Shaun White passe du snowboard au skate et participera aux JO de 2020 et au Red Bull Bowl Rippers.
© Shaun White / Facebook
Skateboard

Le pari de Shaun White

Après avoir gagné cette année sa troisième médaille d’or olympique en snowboard, la légende projette de participer aux JO de 2020 sur un skate. À 33 ans. Mais est-ce si fou ?
Écrit par François Blet
Temps de lecture estimé : 4 minutesPublished on
La logique aurait voulu que Shaun White arrête les frais au sommet du podium olympique de Pyeongchang en février dernier, avec une troisième médaille d’or en poche et un titre d’empereur du snowboard sur le CV. Sauf que le californien, qui enchainait les tricks avant de savoir lire, n’a aucune intention de faire ses adieux aux half-pipes et nourrit même depuis peu un espoir encore plus fou : participer, à 33 ans, aux JO de 2020 sur un skate.
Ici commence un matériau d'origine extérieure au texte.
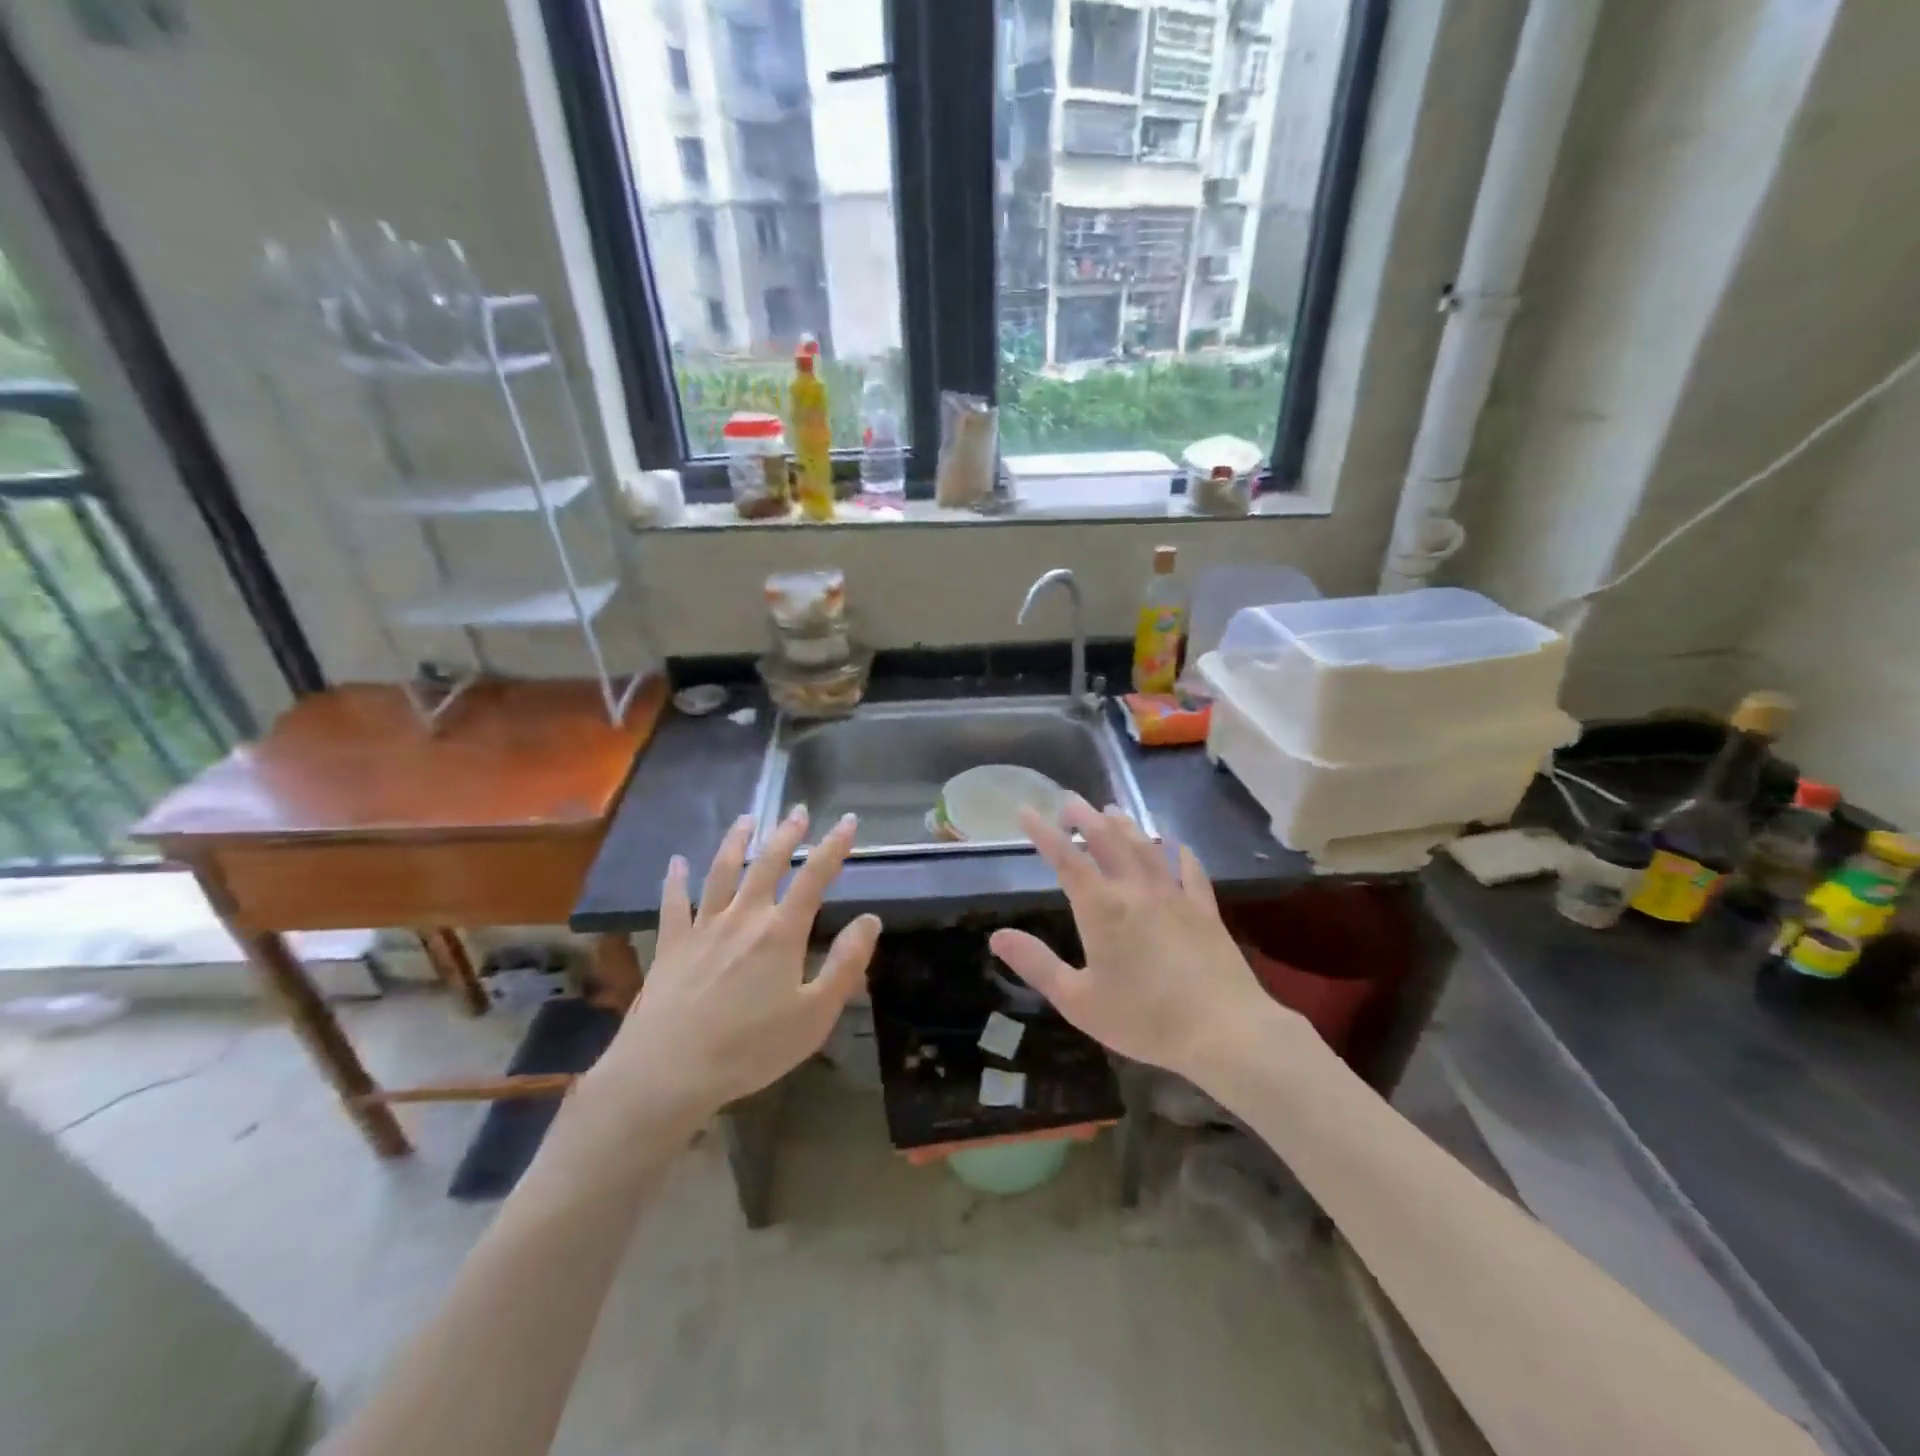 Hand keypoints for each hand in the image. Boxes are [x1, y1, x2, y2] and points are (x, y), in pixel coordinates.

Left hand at [594, 807, 880, 1122]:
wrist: (668, 1071)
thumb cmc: (750, 1048)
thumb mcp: (814, 1015)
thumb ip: (846, 964)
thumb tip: (871, 919)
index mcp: (781, 932)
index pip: (815, 877)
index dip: (834, 846)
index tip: (847, 821)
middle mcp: (743, 917)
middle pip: (767, 864)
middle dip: (786, 835)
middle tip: (797, 811)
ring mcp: (703, 927)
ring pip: (721, 872)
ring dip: (736, 842)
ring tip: (746, 819)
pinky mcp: (671, 945)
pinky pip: (673, 903)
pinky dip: (675, 880)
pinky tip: (676, 863)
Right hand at [989, 797, 1296, 1082]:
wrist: (1223, 1031)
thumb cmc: (1144, 1019)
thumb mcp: (1077, 1001)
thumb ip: (1036, 964)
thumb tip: (997, 937)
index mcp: (1101, 909)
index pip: (1065, 859)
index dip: (1043, 832)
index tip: (1026, 809)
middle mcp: (1135, 890)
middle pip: (1107, 841)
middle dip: (1085, 817)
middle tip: (1070, 801)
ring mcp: (1174, 896)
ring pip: (1145, 847)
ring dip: (1125, 825)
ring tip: (1111, 810)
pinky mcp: (1204, 909)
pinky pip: (1189, 869)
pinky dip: (1178, 850)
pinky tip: (1174, 842) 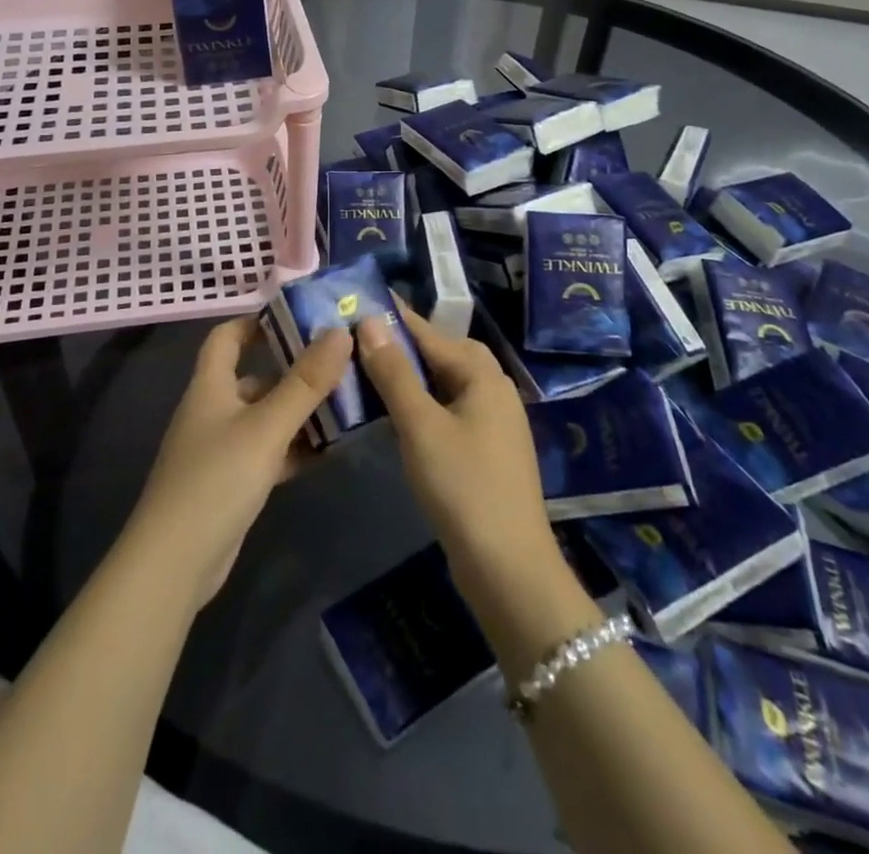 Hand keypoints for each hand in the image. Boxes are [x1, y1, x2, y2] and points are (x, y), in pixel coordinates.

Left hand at [125, 318, 350, 610]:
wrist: (175, 562)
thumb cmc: (217, 479)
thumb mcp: (267, 427)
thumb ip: (305, 382)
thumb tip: (339, 331)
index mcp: (211, 385)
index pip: (227, 336)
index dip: (257, 321)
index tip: (300, 318)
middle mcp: (214, 409)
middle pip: (255, 376)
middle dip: (295, 369)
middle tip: (342, 363)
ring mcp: (222, 448)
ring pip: (266, 417)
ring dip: (301, 411)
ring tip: (348, 403)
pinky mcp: (233, 482)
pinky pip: (269, 452)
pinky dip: (295, 448)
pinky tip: (330, 450)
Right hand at [354, 304, 563, 607]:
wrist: (508, 568)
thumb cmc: (463, 486)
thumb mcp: (420, 426)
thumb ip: (394, 372)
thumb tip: (369, 322)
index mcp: (483, 376)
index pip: (431, 333)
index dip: (395, 317)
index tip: (360, 300)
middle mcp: (494, 391)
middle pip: (446, 353)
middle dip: (408, 343)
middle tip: (366, 340)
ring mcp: (495, 423)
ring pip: (448, 383)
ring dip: (415, 374)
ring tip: (375, 372)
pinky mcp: (487, 451)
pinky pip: (451, 409)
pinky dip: (425, 402)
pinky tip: (400, 415) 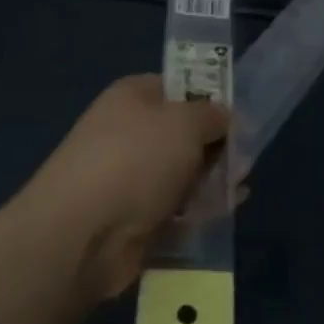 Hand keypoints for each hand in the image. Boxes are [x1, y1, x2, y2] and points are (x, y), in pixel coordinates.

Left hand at [19, 75, 228, 301]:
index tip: (237, 118)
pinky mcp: (132, 219)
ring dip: (211, 180)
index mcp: (133, 97)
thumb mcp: (186, 122)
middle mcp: (127, 132)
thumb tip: (222, 118)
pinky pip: (174, 208)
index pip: (179, 87)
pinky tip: (222, 213)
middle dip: (216, 146)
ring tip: (237, 189)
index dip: (210, 100)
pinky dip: (197, 211)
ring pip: (181, 173)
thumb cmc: (136, 160)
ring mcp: (127, 177)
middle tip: (243, 161)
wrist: (81, 235)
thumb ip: (212, 115)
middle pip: (183, 133) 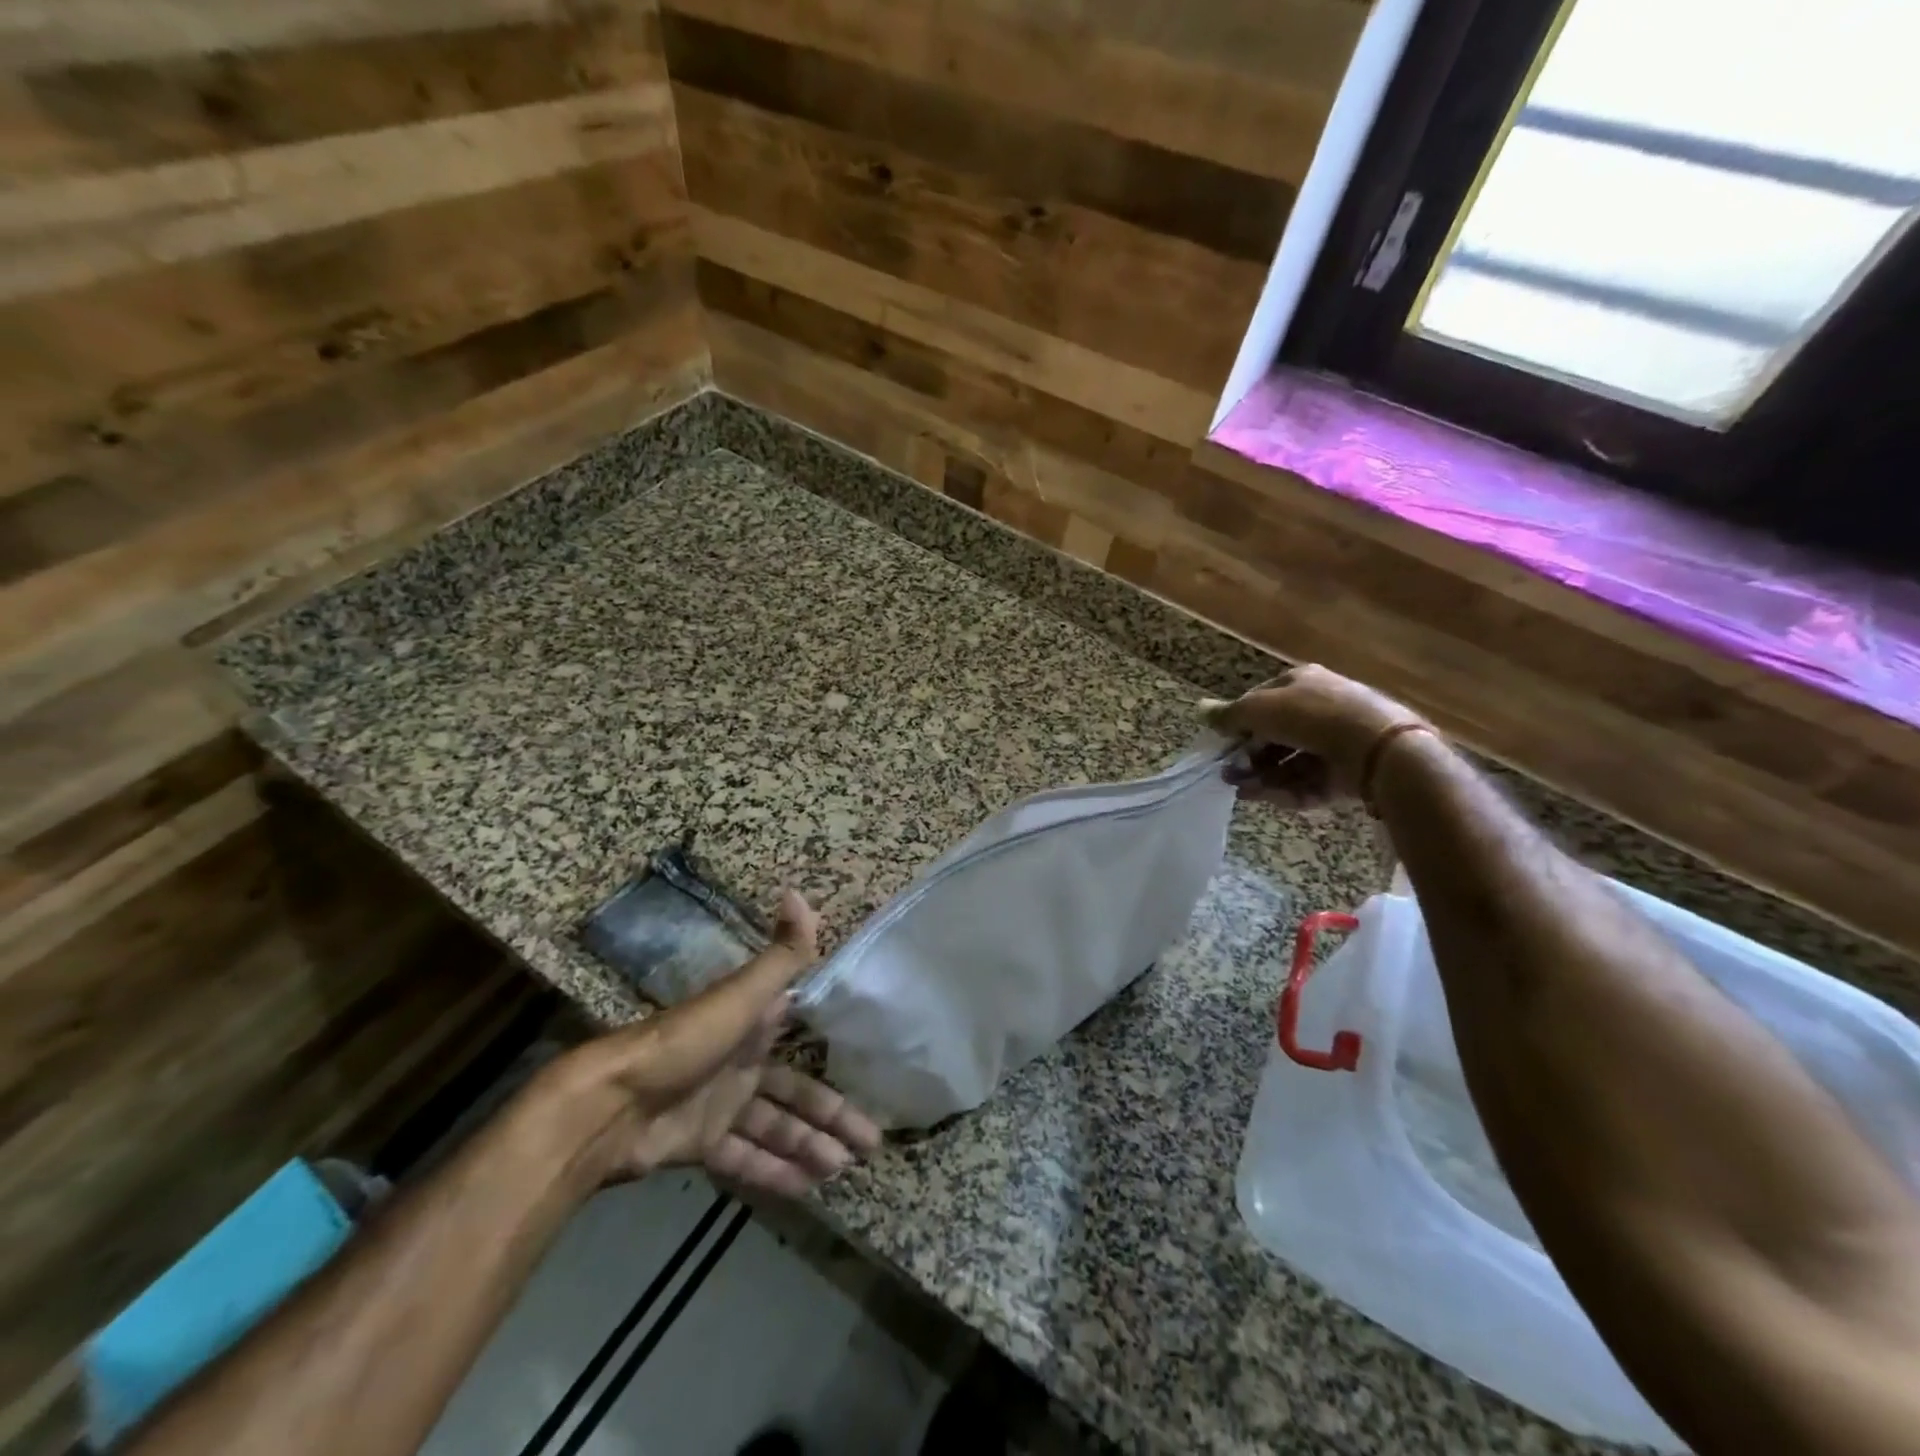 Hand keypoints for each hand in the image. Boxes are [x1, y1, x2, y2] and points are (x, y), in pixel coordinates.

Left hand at [546, 891, 881, 1197]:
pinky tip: (806, 1189)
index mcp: (753, 1026)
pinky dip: (775, 1172)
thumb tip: (800, 892)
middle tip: (873, 1142)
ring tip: (844, 1170)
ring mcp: (719, 1105)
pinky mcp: (699, 1143)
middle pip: (795, 1093)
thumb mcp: (741, 995)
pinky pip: (746, 1159)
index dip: (836, 1056)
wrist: (610, 1104)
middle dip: (832, 1115)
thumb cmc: (685, 1042)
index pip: (804, 1039)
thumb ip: (782, 955)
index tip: (873, 1072)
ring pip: (775, 1129)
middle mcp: (740, 1063)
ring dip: (810, 1147)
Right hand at [1202, 664, 1427, 808]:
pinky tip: (1266, 799)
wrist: (1376, 746)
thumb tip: (1200, 710)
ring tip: (1241, 791)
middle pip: (1275, 736)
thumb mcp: (1259, 709)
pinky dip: (1287, 791)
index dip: (1239, 723)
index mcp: (1302, 683)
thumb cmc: (1310, 716)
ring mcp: (1336, 743)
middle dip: (1248, 756)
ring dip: (1262, 777)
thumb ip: (1228, 714)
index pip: (1262, 702)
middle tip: (1227, 774)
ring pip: (1290, 762)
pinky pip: (1310, 783)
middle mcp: (1319, 709)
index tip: (1222, 744)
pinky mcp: (1347, 773) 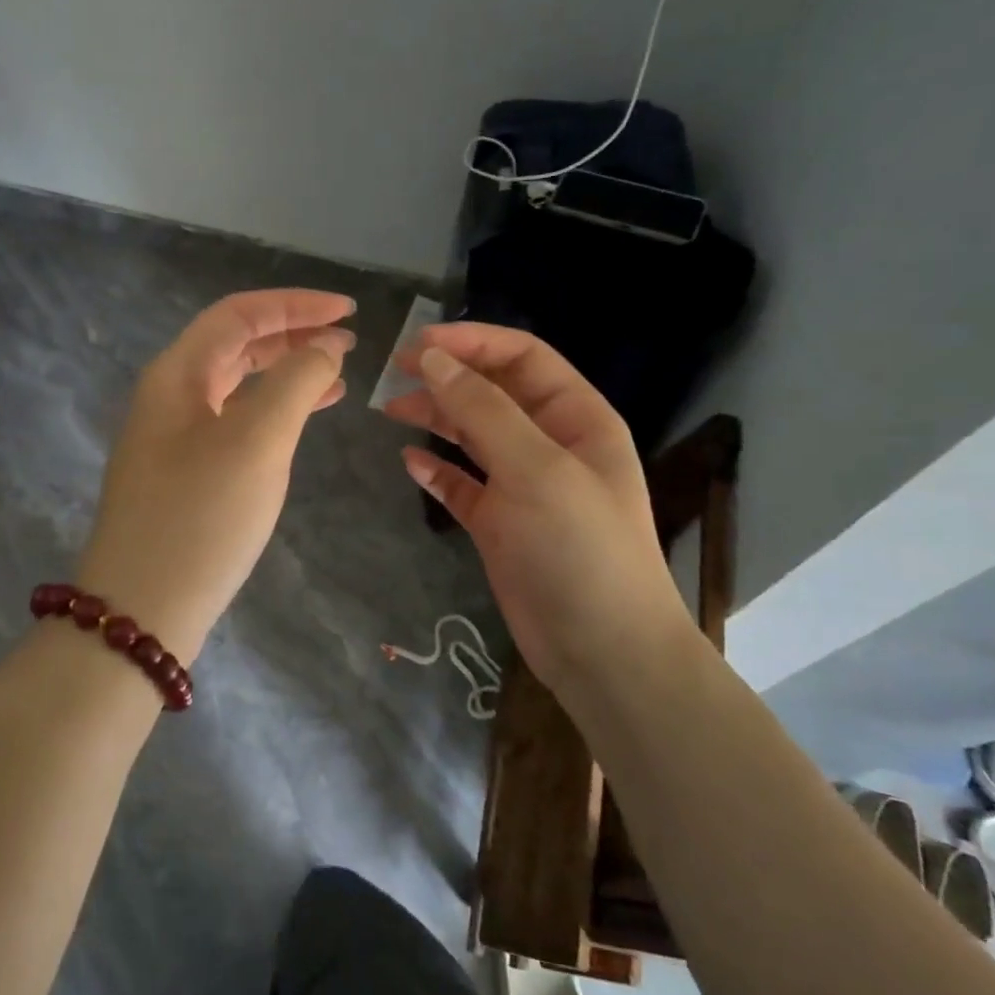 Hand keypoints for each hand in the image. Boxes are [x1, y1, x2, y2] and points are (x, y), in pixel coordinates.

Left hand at [77, 290, 356, 664]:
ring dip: (286, 373)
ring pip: (238, 384)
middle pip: (235, 344)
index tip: (350, 312)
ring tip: (338, 376)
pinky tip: (303, 421)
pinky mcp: (185, 473)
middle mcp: (170, 395)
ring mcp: (174, 436)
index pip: (239, 314)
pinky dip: (273, 412)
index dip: (296, 305)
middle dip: (293, 335)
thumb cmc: (200, 517)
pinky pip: (235, 422)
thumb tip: (325, 347)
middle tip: (348, 343)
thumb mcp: (257, 441)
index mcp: (177, 373)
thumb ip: (296, 382)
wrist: (141, 609)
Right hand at [384, 323, 697, 693]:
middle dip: (447, 378)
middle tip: (393, 374)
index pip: (523, 359)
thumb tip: (432, 359)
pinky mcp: (500, 525)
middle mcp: (550, 445)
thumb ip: (483, 411)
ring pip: (473, 436)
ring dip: (435, 419)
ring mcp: (524, 487)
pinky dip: (437, 471)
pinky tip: (410, 463)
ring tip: (391, 410)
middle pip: (493, 393)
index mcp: (577, 418)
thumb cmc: (579, 549)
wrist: (603, 651)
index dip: (472, 343)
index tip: (417, 345)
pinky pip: (463, 485)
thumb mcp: (535, 469)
Pas étonnant pour un surdoué qui a longtemps refusé de choisir entre les deux planches, et restera à jamais le premier terrien à avoir gagné à la fois aux X-Games d’été et d’hiver ? Un petit peu quand même, si l’on en croit Tony Hawk, son ex-mentor : « Je ne crois pas qu’il réalise ce que ça implique. Sortir des tricks de vert (vertical) dans un skatepark ne suffira pas pour être sélectionné confiait récemment la légende. Shaun était passionné, il skatait tout le temps, mais il a arrêté. Et je crois qu’il a fait le bon choix. » Alors, certes, il est vrai que le profil très street des futures épreuves de Tokyo désavantage d’emblée la « Tomate volante », qui a toujours préféré les rampes. Et, oui, White a claqué la porte du haut-niveau en skate il y a déjà quelques années. Mais rappelons-nous aussi qu’il réussit deux choses mieux que personne : les rotations et les comebacks.
Shaun White débarquera à Marseille pour le contest de skateboard Red Bull Bowl Rippers 2018 !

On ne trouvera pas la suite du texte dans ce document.